━━ Dataset records
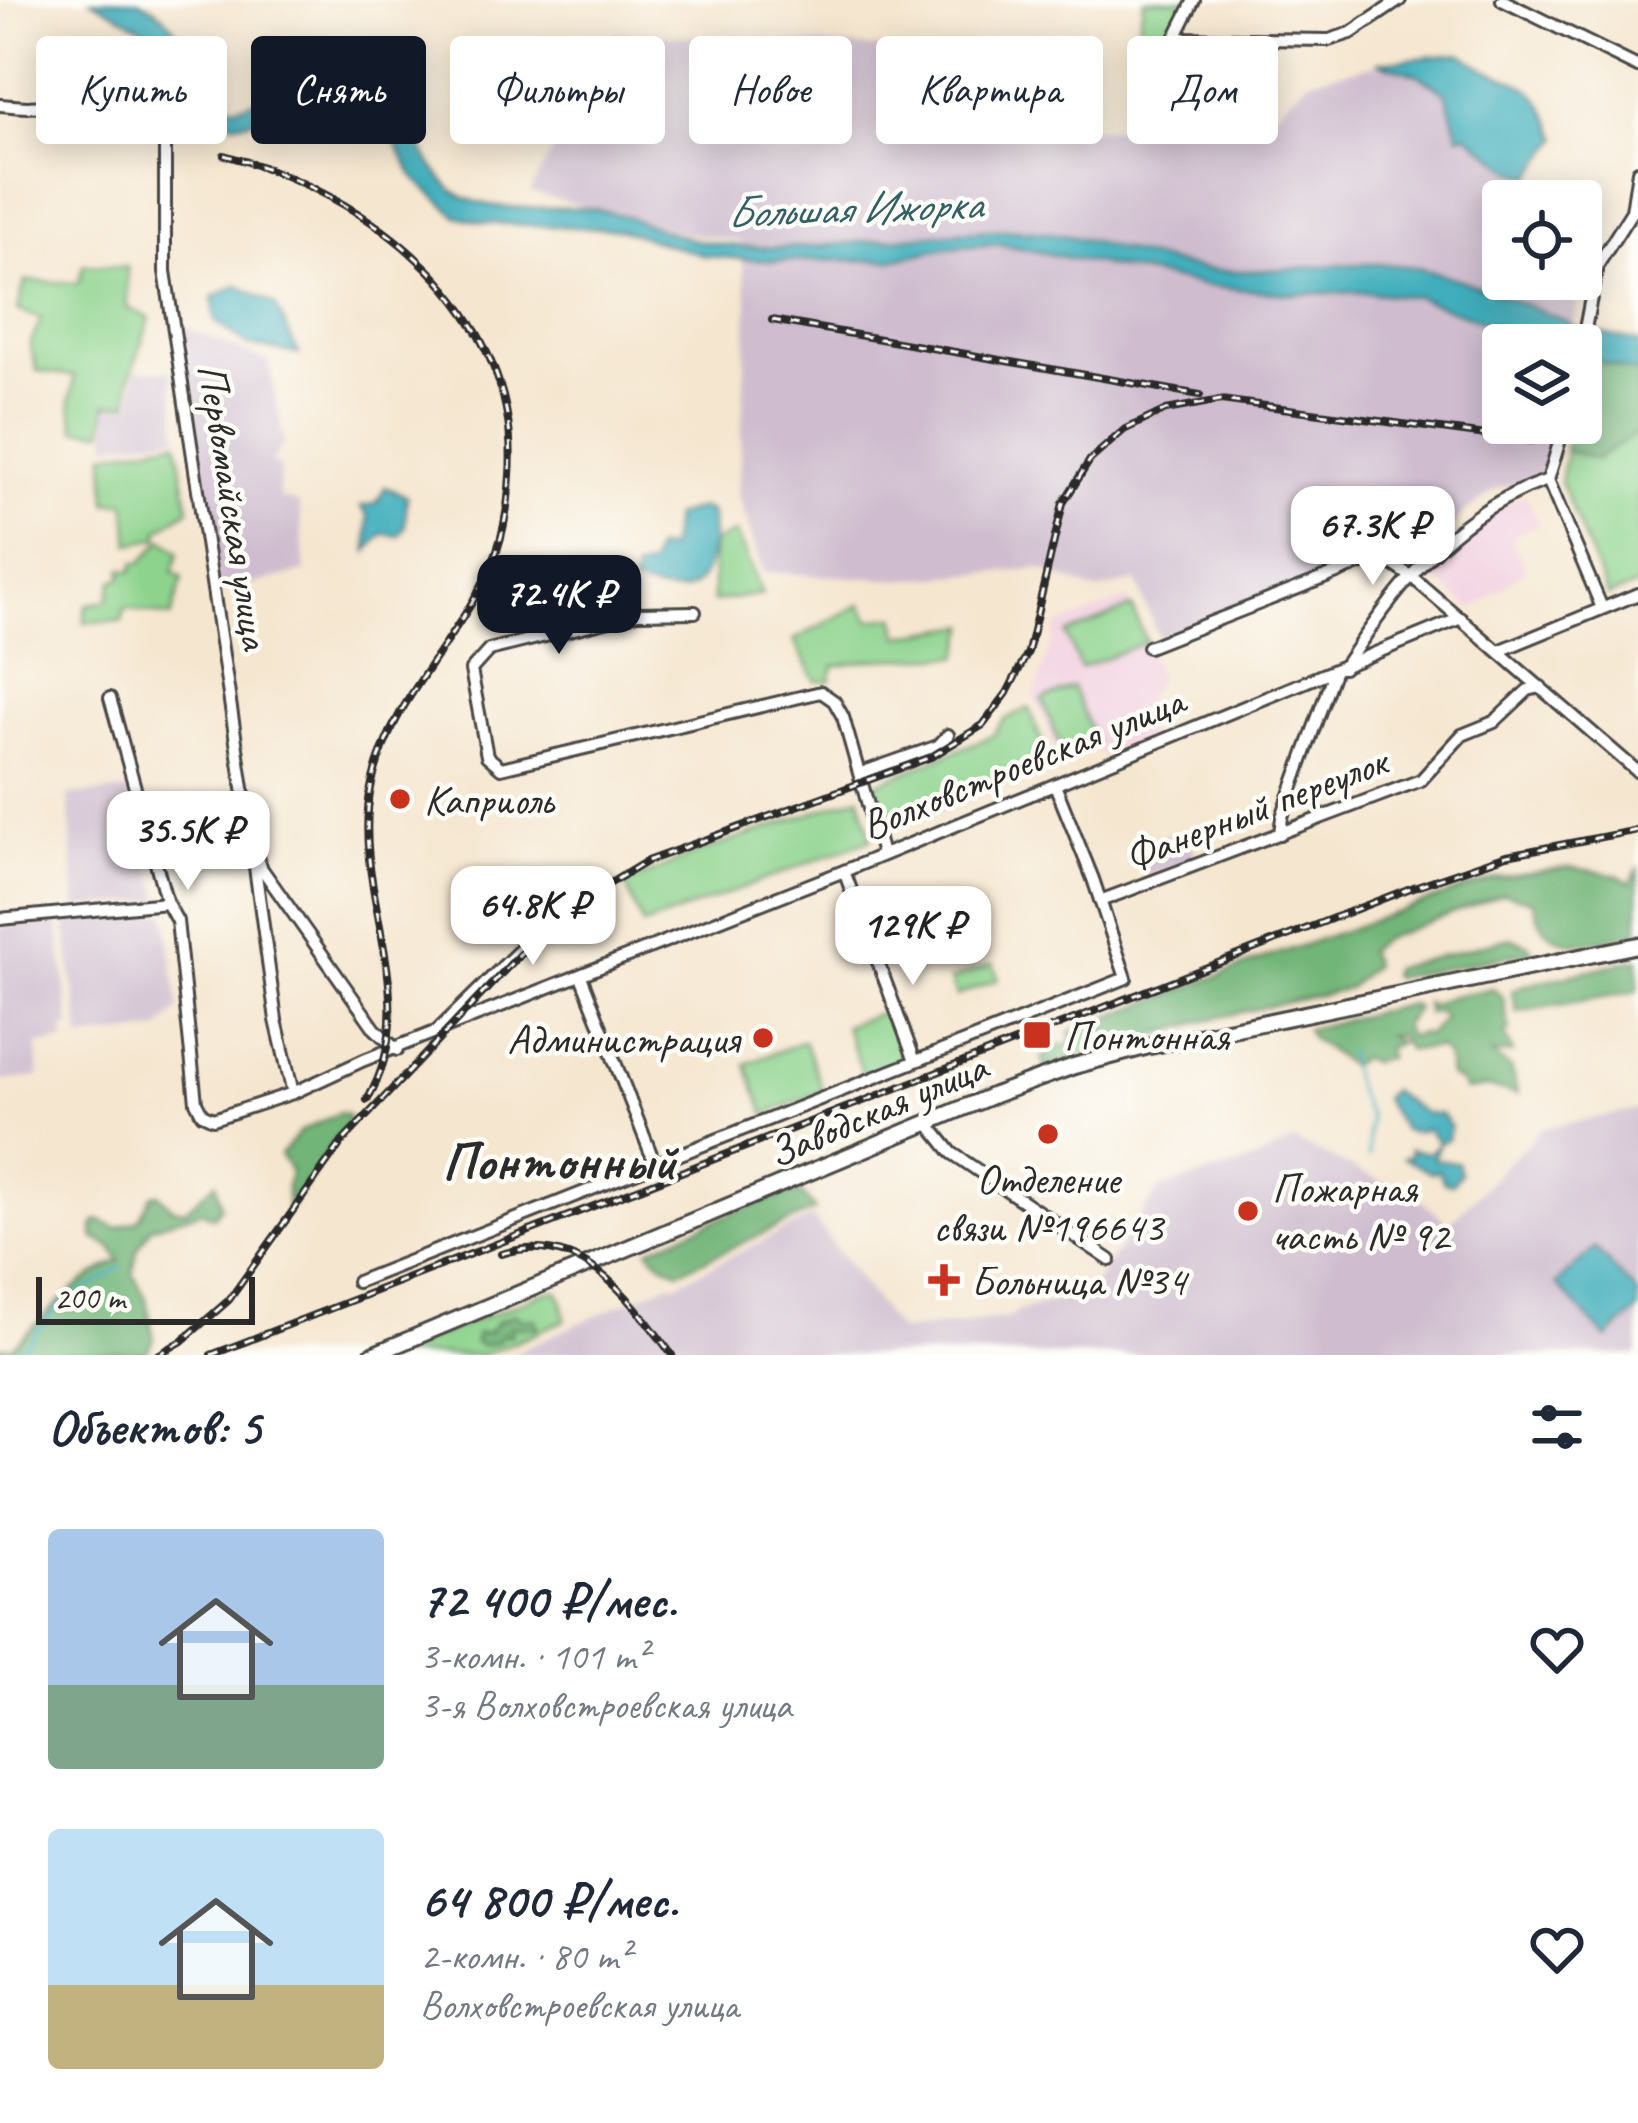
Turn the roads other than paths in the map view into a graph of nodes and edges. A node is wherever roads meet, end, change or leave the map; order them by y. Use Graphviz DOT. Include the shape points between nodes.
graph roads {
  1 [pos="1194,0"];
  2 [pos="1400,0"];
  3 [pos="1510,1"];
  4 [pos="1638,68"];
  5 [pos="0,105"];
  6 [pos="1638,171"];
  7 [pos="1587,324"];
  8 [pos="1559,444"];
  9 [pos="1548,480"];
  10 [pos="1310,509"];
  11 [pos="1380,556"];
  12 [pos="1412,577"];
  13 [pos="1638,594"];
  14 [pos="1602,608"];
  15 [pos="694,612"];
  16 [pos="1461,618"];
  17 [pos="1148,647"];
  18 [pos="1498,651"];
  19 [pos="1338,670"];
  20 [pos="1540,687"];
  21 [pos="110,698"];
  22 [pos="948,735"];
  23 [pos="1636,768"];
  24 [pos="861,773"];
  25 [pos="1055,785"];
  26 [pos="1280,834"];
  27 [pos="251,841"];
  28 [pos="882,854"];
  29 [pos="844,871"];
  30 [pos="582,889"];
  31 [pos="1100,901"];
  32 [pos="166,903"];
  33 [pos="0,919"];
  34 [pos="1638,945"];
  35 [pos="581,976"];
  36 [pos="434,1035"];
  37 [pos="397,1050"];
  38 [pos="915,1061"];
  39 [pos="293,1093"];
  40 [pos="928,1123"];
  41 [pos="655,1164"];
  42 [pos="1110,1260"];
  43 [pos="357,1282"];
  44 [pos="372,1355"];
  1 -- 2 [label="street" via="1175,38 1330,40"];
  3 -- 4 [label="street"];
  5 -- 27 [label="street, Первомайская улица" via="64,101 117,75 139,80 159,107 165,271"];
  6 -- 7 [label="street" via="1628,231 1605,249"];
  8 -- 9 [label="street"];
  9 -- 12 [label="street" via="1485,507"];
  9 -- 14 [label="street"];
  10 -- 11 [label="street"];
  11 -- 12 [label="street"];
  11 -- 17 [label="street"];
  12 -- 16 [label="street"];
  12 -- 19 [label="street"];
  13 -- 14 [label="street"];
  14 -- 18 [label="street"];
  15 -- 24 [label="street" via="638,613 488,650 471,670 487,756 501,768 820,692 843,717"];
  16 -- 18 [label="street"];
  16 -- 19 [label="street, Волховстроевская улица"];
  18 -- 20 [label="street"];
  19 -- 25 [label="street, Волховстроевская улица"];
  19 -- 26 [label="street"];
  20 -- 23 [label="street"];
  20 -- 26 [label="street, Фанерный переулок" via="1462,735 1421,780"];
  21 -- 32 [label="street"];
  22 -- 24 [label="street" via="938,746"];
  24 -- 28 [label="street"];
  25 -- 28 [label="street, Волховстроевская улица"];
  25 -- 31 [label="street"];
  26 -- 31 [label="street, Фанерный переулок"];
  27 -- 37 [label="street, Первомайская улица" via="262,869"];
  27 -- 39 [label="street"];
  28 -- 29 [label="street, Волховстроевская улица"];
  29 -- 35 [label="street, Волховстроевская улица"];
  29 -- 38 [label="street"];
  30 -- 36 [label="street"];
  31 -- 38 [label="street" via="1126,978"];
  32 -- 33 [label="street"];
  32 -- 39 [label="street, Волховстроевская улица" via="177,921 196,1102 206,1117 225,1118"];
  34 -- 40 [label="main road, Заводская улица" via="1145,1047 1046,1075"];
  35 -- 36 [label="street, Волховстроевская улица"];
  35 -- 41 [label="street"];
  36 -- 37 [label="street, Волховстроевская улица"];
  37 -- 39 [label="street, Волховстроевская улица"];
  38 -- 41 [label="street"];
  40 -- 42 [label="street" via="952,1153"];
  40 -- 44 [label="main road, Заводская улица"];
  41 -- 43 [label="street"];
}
━━━━
━━ Dataset records
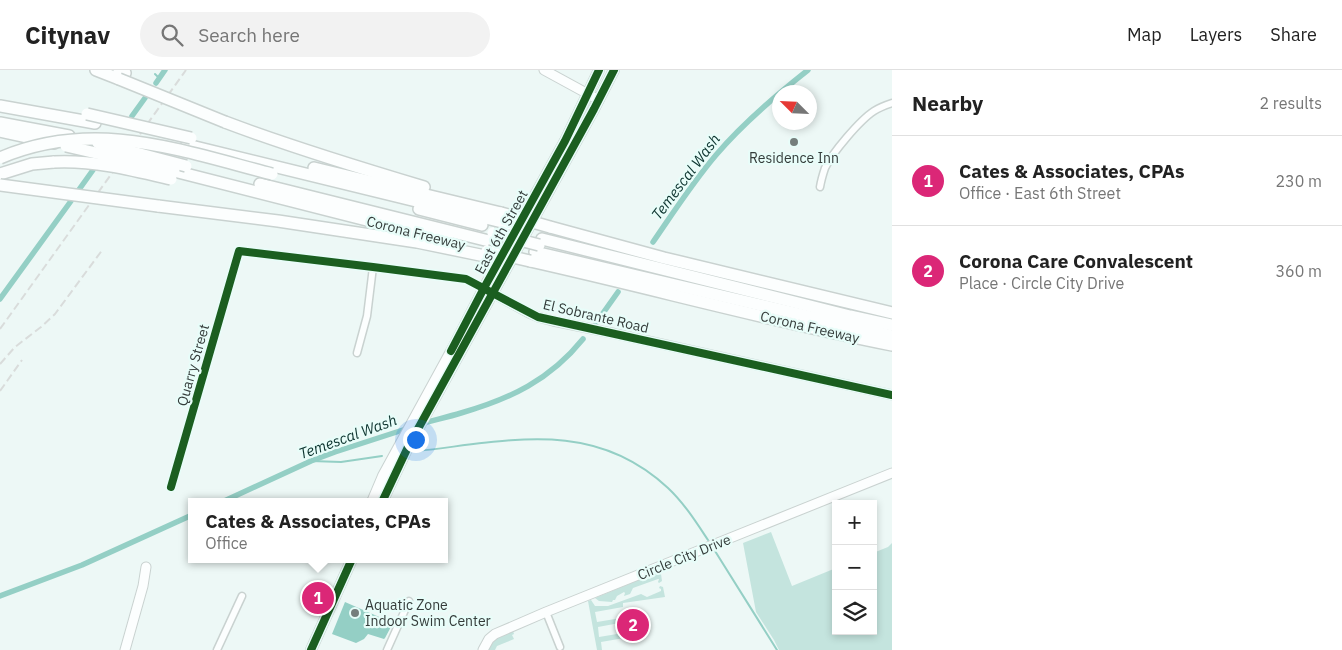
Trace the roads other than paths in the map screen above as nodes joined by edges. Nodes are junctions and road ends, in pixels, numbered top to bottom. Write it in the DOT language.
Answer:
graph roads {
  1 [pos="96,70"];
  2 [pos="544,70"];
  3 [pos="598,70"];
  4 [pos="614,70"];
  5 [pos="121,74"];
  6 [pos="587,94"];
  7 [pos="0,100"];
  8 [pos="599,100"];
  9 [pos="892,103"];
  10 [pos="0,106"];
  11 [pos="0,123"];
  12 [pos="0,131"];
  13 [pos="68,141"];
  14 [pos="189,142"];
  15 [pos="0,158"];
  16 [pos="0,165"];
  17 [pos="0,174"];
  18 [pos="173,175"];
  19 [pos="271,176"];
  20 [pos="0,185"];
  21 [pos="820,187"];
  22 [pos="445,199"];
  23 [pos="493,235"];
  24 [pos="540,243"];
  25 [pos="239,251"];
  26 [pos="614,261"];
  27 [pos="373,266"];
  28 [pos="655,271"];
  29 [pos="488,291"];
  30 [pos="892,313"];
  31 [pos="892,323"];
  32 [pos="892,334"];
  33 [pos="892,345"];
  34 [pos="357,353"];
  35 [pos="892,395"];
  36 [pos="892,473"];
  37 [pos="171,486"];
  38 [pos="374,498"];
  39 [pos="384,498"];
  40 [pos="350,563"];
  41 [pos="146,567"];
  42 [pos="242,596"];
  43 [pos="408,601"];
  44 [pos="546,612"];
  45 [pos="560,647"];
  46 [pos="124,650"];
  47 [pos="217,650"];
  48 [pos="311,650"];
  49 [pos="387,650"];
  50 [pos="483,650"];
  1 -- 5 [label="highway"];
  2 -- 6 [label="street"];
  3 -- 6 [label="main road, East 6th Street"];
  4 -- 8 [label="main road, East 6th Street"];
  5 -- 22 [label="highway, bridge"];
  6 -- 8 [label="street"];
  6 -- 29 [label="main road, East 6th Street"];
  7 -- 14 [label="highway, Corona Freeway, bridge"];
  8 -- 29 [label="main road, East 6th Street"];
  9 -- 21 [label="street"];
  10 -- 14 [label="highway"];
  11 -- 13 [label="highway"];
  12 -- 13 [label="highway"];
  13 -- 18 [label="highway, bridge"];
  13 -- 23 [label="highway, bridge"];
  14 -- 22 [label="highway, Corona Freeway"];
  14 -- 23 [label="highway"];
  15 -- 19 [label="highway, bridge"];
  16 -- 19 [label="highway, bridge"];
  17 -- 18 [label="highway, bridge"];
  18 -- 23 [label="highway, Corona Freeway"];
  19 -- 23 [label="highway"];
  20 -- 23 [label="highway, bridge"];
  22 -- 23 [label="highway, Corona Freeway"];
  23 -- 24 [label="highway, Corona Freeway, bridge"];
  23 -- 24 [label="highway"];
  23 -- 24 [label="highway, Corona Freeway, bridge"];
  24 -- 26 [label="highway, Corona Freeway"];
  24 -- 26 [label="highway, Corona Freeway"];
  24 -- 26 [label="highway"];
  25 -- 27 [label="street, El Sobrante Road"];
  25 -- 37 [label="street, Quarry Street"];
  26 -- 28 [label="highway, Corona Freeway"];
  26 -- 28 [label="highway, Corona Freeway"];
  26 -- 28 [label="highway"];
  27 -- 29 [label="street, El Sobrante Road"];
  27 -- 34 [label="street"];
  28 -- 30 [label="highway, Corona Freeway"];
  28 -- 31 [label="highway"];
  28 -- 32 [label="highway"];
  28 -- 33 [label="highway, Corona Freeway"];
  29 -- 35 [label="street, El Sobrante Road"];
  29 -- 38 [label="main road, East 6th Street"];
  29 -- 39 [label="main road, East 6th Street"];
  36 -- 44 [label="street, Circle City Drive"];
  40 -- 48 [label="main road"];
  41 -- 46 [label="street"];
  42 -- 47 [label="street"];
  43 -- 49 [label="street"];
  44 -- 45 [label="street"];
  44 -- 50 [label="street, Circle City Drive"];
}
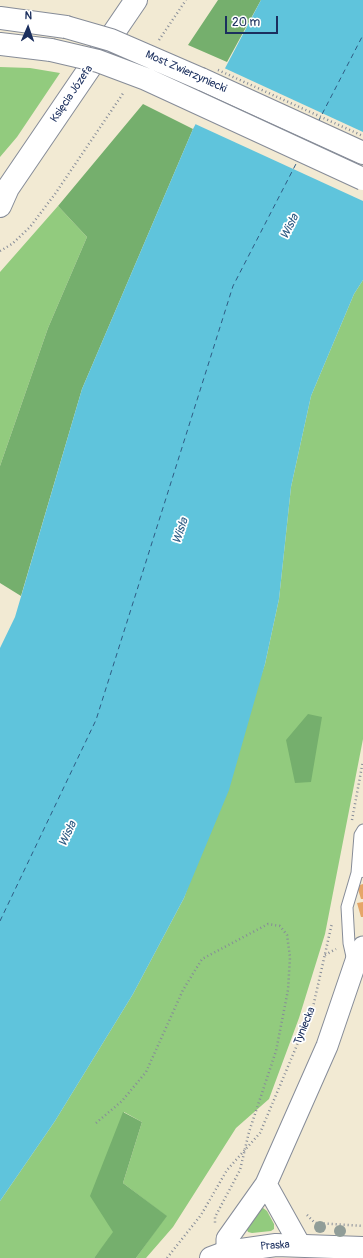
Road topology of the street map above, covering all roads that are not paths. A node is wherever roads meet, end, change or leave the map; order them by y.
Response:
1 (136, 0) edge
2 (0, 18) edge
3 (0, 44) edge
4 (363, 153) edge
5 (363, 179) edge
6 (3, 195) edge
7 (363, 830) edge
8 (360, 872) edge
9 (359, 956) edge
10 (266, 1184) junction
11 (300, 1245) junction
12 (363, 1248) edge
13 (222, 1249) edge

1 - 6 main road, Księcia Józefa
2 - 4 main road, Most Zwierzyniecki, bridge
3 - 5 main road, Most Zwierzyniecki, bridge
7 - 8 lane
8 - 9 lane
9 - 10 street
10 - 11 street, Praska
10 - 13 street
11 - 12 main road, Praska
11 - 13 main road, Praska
━━━━
### [Problem details]
The reply should hold only how many lines in the material include the word "edges".

### [Task solution]
2